## TASK BRIEF
Leave out the pictures and reproduce all of the data exactly.

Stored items
****

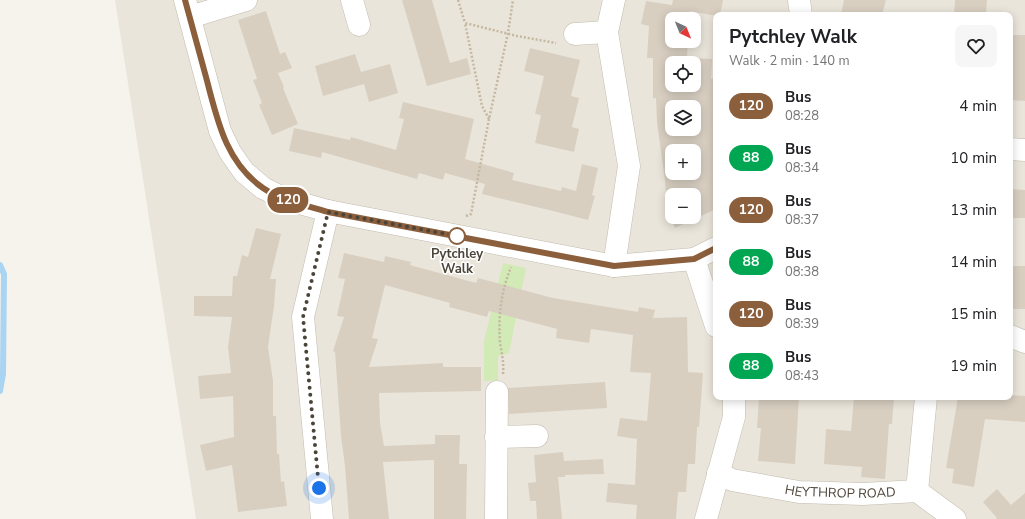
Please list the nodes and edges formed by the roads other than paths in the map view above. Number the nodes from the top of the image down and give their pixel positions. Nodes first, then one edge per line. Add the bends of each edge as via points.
1 (246, 0) edge
2 (352, 0) edge
3 (614, 0) edge
4 (799, 0) edge
5 (188, 8) edge
6 (801, 12) edge
7 (359, 25) dead end
8 (607, 32) junction
9 (575, 34) road end
10 (1013, 149) edge
11 (1025, 150) edge
12 (328, 212) junction
13 (713, 250) edge
14 (694, 259) junction
15 (614, 266) junction
16 (713, 317) edge
17 (1013, 337) edge
18 (1025, 342) edge
19 (497, 392) road end
20 (734, 400) edge
21 (926, 400) edge
22 (537, 436) dead end
23 (496, 437) junction
24 (718, 473) junction
25 (917, 491) junction
26 (322, 519) edge
27 (496, 519) edge
28 (706, 519) edge
29 (956, 519) edge

1 - 5 street
2 - 7 street
3 - 8 street
4 - 6 street
5 - 12 street via 220,131 233,157 244,172 263,188 285,199
8 - 9 street
8 - 15 street via 629,166
10 - 11 street
12 - 15 street
12 - 26 street via 303,317
13 - 14 street
14 - 15 street
14 - 16 street
17 - 18 street
19 - 23 street
20 - 24 street via 734,417
21 - 25 street
22 - 23 street
23 - 27 street
24 - 25 street, HEYTHROP ROAD via 732,480 799,492 863,494
24 - 28 street
25 - 29 street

****

## RESPONSE AREA
Please list the nodes and edges formed by the roads other than paths in the map view above. Number the nodes from the top of the image down and give their pixel positions. Nodes first, then one edge per line. Add the bends of each edge as via points.
1 (246, 0) edge
2 (352, 0) edge
3 (614, 0) edge
4 (799, 0) edge
5 (188, 8) edge
6 (801, 12) edge
7 (359, 25) dead end
8 (607, 32) junction
9 (575, 34) road end
10 (1013, 149) edge
11 (1025, 150) edge
12 (328, 212) junction
13 (713, 250) edge
14 (694, 259) junction
15 (614, 266) junction
16 (713, 317) edge
17 (1013, 337) edge
18 (1025, 342) edge
19 (497, 392) road end
20 (734, 400) edge
21 (926, 400) edge
22 (537, 436) dead end
23 (496, 437) junction
24 (718, 473) junction
25 (917, 491) junction
26 (322, 519) edge
27 (496, 519) edge
28 (706, 519) edge
29 (956, 519) edge

1 - 5 street
2 - 7 street
3 - 8 street
4 - 6 street
5 - 12 street via 220,131 233,157 244,172 263,188 285,199
8 - 9 street
8 - 15 street via 629,166
10 - 11 street
12 - 15 street
12 - 26 street via 303,317
13 - 14 street
14 - 15 street
14 - 16 street
17 - 18 street
19 - 23 street
20 - 24 street via 734,417
21 - 25 street
22 - 23 street
23 - 27 street
24 - 25 street, HEYTHROP ROAD via 732,480 799,492 863,494
24 - 28 street
25 - 29 street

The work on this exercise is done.